Task prompt »
Copy out the data so that nothing differs from the original.

Working data »
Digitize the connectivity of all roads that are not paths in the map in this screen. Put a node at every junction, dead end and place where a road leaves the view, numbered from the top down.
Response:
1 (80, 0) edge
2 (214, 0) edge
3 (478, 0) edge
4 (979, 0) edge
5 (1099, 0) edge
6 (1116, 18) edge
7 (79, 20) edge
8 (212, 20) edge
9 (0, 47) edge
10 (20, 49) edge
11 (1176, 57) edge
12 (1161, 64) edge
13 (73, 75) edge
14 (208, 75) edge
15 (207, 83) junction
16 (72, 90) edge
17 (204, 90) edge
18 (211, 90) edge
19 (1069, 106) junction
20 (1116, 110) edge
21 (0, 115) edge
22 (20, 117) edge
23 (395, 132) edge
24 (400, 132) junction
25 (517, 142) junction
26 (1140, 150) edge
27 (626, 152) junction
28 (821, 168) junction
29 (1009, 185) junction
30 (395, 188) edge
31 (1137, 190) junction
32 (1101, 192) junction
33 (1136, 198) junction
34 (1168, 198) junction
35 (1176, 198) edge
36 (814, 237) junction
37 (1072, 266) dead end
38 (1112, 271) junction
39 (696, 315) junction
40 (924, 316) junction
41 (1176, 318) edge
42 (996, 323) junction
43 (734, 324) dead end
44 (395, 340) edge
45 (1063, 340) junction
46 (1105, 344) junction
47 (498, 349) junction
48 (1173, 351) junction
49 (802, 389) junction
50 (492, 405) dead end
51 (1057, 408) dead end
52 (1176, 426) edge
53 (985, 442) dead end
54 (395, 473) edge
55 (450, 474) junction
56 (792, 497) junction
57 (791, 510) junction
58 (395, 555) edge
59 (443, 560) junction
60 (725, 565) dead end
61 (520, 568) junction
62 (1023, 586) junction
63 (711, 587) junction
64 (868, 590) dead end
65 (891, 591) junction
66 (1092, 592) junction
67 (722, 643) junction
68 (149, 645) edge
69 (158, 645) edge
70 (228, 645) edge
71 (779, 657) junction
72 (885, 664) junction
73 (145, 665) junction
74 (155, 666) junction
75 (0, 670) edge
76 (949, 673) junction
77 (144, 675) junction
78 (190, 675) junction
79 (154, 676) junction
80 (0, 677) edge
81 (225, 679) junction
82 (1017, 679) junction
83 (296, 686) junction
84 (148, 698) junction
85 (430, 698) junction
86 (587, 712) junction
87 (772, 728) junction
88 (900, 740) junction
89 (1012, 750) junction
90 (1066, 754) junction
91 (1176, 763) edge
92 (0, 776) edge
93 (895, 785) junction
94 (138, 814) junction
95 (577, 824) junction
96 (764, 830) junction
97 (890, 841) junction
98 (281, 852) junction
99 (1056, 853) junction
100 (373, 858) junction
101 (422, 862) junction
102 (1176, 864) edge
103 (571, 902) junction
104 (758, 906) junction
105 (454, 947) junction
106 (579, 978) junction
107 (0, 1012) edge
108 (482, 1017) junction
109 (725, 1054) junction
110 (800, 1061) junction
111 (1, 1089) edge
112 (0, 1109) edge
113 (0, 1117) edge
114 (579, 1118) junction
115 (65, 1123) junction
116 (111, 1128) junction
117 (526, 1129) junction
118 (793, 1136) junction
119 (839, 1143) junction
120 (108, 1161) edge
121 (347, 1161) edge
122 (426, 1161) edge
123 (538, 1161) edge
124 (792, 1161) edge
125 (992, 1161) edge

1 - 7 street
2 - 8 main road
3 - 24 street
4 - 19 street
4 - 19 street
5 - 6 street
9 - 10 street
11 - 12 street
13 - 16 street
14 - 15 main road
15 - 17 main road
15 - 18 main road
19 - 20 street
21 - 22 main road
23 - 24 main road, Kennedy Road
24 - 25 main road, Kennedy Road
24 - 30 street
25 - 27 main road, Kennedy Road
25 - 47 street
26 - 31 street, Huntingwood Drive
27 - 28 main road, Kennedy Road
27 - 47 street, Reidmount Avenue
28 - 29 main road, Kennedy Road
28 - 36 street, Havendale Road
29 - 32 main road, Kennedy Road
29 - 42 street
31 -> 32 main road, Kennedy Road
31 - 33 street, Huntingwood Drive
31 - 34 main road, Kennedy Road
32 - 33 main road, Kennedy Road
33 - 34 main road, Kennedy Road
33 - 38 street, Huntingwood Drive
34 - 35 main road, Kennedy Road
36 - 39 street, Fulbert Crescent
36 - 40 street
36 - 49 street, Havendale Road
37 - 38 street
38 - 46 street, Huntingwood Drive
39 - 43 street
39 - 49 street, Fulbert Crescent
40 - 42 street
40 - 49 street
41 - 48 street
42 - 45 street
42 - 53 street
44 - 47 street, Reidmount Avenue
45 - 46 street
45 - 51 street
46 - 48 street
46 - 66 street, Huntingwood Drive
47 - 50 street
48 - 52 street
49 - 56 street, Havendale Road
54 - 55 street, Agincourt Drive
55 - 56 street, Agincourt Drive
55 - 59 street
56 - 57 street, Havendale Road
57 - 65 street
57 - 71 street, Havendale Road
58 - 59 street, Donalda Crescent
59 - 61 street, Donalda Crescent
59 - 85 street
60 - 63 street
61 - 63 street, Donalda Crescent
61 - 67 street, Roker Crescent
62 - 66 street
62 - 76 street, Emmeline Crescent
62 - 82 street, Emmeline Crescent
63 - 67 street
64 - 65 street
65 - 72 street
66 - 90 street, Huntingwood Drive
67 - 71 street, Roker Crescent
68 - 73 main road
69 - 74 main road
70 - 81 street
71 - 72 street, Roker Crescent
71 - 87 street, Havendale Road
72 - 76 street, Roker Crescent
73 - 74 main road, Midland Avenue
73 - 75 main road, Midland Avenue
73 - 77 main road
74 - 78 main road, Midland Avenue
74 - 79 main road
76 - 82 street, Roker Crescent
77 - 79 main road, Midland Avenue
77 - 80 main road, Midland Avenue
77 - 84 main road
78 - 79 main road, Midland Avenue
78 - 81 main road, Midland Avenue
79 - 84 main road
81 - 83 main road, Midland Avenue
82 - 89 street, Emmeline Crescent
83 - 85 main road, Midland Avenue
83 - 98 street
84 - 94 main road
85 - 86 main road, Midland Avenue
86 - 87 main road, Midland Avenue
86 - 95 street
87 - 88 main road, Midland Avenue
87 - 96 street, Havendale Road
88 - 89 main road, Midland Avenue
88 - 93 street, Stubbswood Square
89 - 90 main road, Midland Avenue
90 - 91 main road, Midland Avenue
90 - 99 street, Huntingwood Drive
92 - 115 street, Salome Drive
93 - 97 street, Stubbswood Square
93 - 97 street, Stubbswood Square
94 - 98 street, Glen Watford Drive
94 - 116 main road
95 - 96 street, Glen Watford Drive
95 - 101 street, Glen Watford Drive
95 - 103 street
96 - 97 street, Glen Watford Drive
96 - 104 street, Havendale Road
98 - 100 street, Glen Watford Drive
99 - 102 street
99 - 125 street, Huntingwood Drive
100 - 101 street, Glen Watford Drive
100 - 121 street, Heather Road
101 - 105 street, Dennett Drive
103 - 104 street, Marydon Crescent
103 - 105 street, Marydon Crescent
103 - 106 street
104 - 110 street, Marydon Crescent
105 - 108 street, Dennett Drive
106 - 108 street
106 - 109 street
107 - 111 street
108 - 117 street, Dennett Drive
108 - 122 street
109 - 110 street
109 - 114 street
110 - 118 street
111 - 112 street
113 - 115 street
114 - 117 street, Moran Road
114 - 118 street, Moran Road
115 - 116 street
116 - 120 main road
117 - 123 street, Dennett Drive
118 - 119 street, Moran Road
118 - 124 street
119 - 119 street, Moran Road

Your response »
Digitize the connectivity of all roads that are not paths in the map in this screen. Put a node at every junction, dead end and place where a road leaves the view, numbered from the top down.
Response:
1 (80, 0) edge
2 (214, 0) edge
3 (478, 0) edge
4 (979, 0) edge
5 (1099, 0) edge
6 (1116, 18) edge
7 (79, 20) edge
8 (212, 20) edge
9 (0, 47) edge
10 (20, 49) edge
11 (1176, 57) edge
12 (1161, 64) edge
13 (73, 75) edge
14 (208, 75) edge
15 (207, 83) junction
16 (72, 90) edge
17 (204, 90) edge
18 (211, 90) edge
19 (1069, 106) junction
20 (1116, 110) edge
21 (0, 115) edge
22 (20, 117) edge
23 (395, 132) edge
24 (400, 132) junction
25 (517, 142) junction
26 (1140, 150) edge
27 (626, 152) junction
28 (821, 168) junction
29 (1009, 185) junction
30 (395, 188) edge
31 (1137, 190) junction
32 (1101, 192) junction
33 (1136, 198) junction
34 (1168, 198) junction
35 (1176, 198) edge
36 (814, 237) junction
37 (1072, 266) dead end
38 (1112, 271) junction
39 (696, 315) junction
40 (924, 316) junction
41 (1176, 318) edge
42 (996, 323) junction
43 (734, 324) dead end
44 (395, 340) edge
45 (1063, 340) junction
46 (1105, 344) junction
47 (498, 349) junction
48 (1173, 351) junction
49 (802, 389) junction
50 (492, 405) dead end
51 (1057, 408) dead end
52 (1176, 426) edge
53 (985, 442) dead end
54 (395, 473) edge
55 (450, 474) junction
56 (792, 497) junction
57 (791, 510) junction
58 (395, 555) edge
59 (443, 560) junction
60 (725, 565) dead end
61 (520, 568) junction
62 (1023, 586) junction
63 (711, 587) junction
64 (868, 590) dead end
65 (891, 591) junction
66 (1092, 592) junction
67 (722, 643) junction
68 (149, 645) edge
69 (158, 645) edge
70 (228, 645) edge
71 (779, 657) junction
72 (885, 664) junction
73 (145, 665) junction
74 (155, 666) junction
75 (0, 670) edge
76 (949, 673) junction
77 (144, 675) junction
78 (190, 675) junction
79 (154, 676) junction
80 (0, 677) edge
81 (225, 679) junction
82 (1017, 679) junction
83 (296, 686) junction
84 (148, 698) junction
85 (430, 698) junction
86 (587, 712) junction
87 (772, 728) junction
88 (900, 740) junction
89 (1012, 750) junction
90 (1066, 754) junction
91 (1176, 763) edge
92 (0, 776) edge
93 (895, 785) junction
94 (138, 814) junction
95 (577, 824) junction
96 (764, 830) junction
97 (890, 841) junction
98 (281, 852) junction
99 (1056, 853) junction
100 (373, 858) junction
101 (422, 862) junction
102 (1176, 864) edge
103 (571, 902) junction
104 (758, 906) junction
105 (454, 947) junction
106 (579, 978) junction
107 (0, 1012) edge
108 (482, 1017) junction
109 (725, 1054) junction
110 (800, 1061) junction
111 (1, 1089) edge
112 (0, 1109) edge
113 (0, 1117) edge
114 (579, 1118) junction
115 (65, 1123) junction
116 (111, 1128) junction
117 (526, 1129) junction
118 (793, 1136) junction
119 (839, 1143) junction
120 (108, 1161) edge
121 (347, 1161) edge
122 (426, 1161) edge
123 (538, 1161) edge
124 (792, 1161) edge
125 (992, 1161) edge

1 - 7 street
2 - 8 main road
3 - 24 street
4 - 19 street
4 - 19 street
5 - 6 street
9 - 10 street
11 - 12 street
13 - 16 street
14 - 15 main road
15 - 17 main road
15 - 18 main road
19 - 20 street
21 - 22 main road
23 - 24 main road, Kennedy Road
24 - 25 main road, Kennedy Road
24 - 30 street
25 - 27 main road, Kennedy Road
25 - 47 street
26 - 31 street, Huntingwood Drive
27 - 28 main road, Kennedy Road
27 - 47 street, Reidmount Avenue
28 - 29 main road, Kennedy Road
28 - 36 street, Havendale Road
29 - 32 main road, Kennedy Road
29 - 42 street
31 -> 32 main road, Kennedy Road
31 - 33 street, Huntingwood Drive
31 - 34 main road, Kennedy Road
32 - 33 main road, Kennedy Road
33 - 34 main road, Kennedy Road
33 - 38 street, Huntingwood Drive
34 - 35 main road, Kennedy Road
36 - 39 street, Fulbert Crescent
36 - 40 street
36 - 49 street, Havendale Road
37 - 38 street
38 - 46 street, Huntingwood Drive
39 - 43 street
39 - 49 street, Fulbert Crescent
40 - 42 street
40 - 49 street
41 - 48 street
42 - 45 street
42 - 53 street
44 - 47 street, Reidmount Avenue
45 - 46 street
45 - 51 street
46 - 48 street
46 - 66 street, Huntingwood Drive
47 - 50 street
48 - 52 street
49 - 56 street, Havendale Road
54 - 55 street, Agincourt Drive
55 - 56 street, Agincourt Drive
55 - 59 street
56 - 57 street, Havendale Road
57 - 65 street
57 - 71 street, Havendale Road
58 - 59 street, Donalda Crescent
59 - 61 street, Donalda Crescent
59 - 85 street
60 - 63 street
61 - 63 street, Donalda Crescent
61 - 67 street, Roker Crescent
62 - 66 street
62 - 76 street, Emmeline Crescent
62 - 82 street, Emmeline Crescent
63 - 67 street
64 - 65 street
65 - 72 street
66 - 90 street, Huntingwood Drive
67 - 71 street, Roker Crescent
68 - 73 main road
69 - 74 main road
70 - 81 street
71 - 72 street, Roker Crescent
71 - 87 street, Havendale Road
72 - 76 street, Roker Crescent
73 - 74 main road, Midland Avenue
73 - 75 main road, Midland Avenue
73 - 77 main road
74 - 78 main road, Midland Avenue
74 - 79 main road
76 - 82 street, Roker Crescent
77 - 79 main road, Midland Avenue
77 - 80 main road, Midland Avenue
77 - 84 main road
78 - 79 main road, Midland Avenue
78 - 81 main road, Midland Avenue
79 - 84 main road
81 - 83 main road, Midland Avenue
82 - 89 street, Emmeline Crescent
83 - 85 main road, Midland Avenue
83 - 98 street
84 - 94 main road
85 - 86 main road, Midland Avenue
86 - 87 main road, Midland Avenue
86 - 95 street
87 - 88 main road, Midland Avenue
87 - 96 street, Havendale Road
88 - 89 main road, Midland Avenue
88 - 93 street, Stubbswood Square
89 - 90 main road, Midland Avenue
90 - 91 main road, Midland Avenue
90 - 99 street, Huntingwood Drive
92 - 115 street, Salome Drive
93 - 97 street, Stubbswood Square
93 - 97 street, Stubbswood Square
94 - 98 street, Glen Watford Drive
94 - 116 main road
95 - 96 street, Glen Watford Drive
95 - 101 street, Glen Watford Drive
95 - 103 street
96 - 97 street, Glen Watford Drive
96 - 104 street, Havendale Road
98 - 100 street, Glen Watford Drive
99 - 102 street
99 - 125 street, Huntingwood Drive
100 - 101 street, Glen Watford Drive
100 - 121 street, Heather Road
101 - 105 street, Dennett Drive
103 - 104 street, Marydon Crescent
103 - 105 street, Marydon Crescent
103 - 106 street
104 - 110 street, Marydon Crescent
105 - 108 street, Dennett Drive
106 - 108 street
106 - 109 street
107 - 111 street
108 - 117 street, Dennett Drive
108 - 122 street
109 - 110 street
109 - 114 street
110 - 118 street
111 - 112 street
113 - 115 street
114 - 117 street, Moran Road
114 - 118 street, Moran Road
115 - 116 street
116 - 120 main road
117 - 123 street, Dennett Drive
118 - 119 street, Moran Road
118 - 124 street
119 - 119 street, Moran Road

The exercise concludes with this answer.